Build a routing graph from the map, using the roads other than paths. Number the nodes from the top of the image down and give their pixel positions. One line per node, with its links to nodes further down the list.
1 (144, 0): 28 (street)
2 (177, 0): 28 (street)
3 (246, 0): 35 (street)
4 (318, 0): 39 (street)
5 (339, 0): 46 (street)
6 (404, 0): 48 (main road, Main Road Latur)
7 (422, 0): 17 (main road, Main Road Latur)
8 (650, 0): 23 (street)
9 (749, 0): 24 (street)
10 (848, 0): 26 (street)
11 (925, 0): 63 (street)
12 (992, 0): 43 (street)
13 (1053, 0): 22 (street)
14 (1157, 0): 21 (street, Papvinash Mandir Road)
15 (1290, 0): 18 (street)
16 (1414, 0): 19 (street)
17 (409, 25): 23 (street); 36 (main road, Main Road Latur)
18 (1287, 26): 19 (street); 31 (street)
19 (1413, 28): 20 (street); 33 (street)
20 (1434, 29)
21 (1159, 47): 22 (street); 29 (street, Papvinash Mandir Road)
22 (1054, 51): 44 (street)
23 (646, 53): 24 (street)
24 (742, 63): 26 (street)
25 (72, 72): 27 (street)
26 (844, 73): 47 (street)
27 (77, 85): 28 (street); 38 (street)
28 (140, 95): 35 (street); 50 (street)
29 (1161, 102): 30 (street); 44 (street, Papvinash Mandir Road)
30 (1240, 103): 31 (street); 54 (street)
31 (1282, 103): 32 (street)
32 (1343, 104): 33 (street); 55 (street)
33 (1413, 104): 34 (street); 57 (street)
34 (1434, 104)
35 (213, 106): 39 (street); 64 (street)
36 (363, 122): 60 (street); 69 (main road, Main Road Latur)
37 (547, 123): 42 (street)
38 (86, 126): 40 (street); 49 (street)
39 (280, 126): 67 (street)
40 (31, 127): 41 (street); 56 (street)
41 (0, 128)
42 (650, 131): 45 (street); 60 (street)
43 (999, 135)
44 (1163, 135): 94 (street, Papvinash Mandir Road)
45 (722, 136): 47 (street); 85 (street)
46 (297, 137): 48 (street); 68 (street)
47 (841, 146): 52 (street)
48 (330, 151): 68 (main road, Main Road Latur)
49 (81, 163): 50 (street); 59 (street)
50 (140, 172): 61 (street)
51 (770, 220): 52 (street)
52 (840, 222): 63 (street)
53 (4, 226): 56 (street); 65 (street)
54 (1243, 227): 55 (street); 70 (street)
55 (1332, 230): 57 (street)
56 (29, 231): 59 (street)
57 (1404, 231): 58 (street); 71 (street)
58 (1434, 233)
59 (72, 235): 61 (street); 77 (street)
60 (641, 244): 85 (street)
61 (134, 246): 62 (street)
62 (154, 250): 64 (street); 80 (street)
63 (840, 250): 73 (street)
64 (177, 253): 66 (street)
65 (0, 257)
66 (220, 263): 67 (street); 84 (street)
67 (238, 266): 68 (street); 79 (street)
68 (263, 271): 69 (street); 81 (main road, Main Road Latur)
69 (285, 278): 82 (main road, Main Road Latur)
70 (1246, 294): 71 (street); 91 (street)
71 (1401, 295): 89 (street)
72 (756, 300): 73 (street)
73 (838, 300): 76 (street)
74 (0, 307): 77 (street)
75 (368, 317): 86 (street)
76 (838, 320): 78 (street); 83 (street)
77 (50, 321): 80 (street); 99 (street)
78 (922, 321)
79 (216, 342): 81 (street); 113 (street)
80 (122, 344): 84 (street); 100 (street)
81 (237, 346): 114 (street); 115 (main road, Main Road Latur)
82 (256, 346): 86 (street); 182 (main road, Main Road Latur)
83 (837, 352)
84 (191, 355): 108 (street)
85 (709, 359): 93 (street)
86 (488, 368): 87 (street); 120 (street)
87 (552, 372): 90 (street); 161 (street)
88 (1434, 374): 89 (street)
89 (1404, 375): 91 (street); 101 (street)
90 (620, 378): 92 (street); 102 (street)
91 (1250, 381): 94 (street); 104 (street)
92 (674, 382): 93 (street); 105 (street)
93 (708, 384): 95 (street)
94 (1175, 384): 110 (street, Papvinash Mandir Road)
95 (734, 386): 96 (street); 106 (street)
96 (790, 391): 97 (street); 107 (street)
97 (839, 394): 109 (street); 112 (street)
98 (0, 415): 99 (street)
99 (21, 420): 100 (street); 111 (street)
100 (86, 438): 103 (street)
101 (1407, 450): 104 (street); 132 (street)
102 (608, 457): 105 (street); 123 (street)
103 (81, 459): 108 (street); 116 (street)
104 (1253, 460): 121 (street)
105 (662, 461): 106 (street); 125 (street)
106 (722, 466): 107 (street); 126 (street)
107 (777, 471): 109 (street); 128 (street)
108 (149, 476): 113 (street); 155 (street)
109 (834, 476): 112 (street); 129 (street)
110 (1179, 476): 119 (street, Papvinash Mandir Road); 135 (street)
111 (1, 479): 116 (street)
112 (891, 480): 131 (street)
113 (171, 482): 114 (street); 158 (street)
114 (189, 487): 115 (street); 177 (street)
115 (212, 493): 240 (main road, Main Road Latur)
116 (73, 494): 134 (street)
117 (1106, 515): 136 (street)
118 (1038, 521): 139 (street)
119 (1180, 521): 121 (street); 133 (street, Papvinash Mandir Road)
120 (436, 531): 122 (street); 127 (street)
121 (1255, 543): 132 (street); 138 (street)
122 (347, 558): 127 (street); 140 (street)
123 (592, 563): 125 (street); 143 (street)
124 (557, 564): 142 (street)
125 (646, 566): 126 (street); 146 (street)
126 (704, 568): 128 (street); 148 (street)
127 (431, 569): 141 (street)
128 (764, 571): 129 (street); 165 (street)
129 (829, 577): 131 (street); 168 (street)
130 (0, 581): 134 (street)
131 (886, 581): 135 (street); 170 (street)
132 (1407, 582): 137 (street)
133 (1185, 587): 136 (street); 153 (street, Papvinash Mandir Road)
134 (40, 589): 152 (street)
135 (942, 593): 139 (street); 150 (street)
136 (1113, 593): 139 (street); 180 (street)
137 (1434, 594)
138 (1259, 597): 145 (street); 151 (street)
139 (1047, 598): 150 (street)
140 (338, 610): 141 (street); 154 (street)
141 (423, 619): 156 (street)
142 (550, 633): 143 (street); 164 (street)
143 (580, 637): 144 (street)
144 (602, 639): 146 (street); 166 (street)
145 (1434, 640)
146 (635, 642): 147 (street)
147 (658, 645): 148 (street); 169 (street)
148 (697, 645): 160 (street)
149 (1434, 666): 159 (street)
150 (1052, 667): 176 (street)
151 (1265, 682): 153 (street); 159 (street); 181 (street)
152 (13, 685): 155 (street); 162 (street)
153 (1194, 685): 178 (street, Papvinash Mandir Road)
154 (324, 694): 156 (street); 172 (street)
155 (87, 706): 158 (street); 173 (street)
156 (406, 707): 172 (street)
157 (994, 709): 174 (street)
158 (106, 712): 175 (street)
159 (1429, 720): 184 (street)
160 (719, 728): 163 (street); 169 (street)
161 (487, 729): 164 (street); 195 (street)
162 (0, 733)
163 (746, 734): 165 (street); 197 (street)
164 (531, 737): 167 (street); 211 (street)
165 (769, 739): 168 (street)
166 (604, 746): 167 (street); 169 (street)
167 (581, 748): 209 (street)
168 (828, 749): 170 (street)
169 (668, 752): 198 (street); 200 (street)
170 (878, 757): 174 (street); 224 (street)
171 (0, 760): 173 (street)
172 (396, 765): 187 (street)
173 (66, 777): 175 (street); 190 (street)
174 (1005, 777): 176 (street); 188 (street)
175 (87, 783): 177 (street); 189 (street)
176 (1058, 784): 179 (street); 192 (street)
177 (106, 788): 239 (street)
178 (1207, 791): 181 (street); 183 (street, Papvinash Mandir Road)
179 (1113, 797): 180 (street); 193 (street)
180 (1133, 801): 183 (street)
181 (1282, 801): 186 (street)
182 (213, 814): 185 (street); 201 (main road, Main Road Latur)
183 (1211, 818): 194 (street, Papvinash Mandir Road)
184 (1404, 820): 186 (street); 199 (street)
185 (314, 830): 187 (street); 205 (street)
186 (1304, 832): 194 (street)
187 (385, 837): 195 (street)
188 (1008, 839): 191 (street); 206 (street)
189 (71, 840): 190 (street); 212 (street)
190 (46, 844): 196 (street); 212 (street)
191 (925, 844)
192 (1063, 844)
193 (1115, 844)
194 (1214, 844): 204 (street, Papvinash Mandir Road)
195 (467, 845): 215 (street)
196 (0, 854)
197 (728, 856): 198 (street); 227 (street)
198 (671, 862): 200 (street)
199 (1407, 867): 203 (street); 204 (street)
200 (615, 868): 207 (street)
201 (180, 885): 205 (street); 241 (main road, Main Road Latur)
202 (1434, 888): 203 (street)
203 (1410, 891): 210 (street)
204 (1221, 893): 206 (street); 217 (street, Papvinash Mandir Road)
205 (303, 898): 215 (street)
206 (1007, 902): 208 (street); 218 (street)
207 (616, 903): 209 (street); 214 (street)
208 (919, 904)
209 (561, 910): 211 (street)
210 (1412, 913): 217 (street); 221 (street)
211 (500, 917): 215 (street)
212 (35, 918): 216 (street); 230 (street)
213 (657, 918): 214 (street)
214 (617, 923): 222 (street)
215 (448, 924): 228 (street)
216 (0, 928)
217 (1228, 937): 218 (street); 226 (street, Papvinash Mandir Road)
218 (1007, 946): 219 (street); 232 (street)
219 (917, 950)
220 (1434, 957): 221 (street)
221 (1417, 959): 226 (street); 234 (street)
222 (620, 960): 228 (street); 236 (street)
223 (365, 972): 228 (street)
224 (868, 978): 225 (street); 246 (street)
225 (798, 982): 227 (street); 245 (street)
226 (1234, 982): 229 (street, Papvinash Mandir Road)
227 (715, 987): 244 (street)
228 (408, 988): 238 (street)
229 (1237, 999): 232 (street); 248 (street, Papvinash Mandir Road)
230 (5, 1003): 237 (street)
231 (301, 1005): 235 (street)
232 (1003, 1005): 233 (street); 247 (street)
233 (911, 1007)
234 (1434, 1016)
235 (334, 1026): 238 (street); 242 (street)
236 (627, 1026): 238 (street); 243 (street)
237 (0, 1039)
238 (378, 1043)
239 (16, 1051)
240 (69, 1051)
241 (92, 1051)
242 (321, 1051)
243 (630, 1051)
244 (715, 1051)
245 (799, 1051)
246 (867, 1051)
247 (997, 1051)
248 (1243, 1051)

☆ ☆ ☆

> **WHAT YOU NEED TO DO**:
Find every line in the entries that includes the word "Main", then state how many there are and nothing else.

> **SOLUTION TO THE PROBLEM**:
12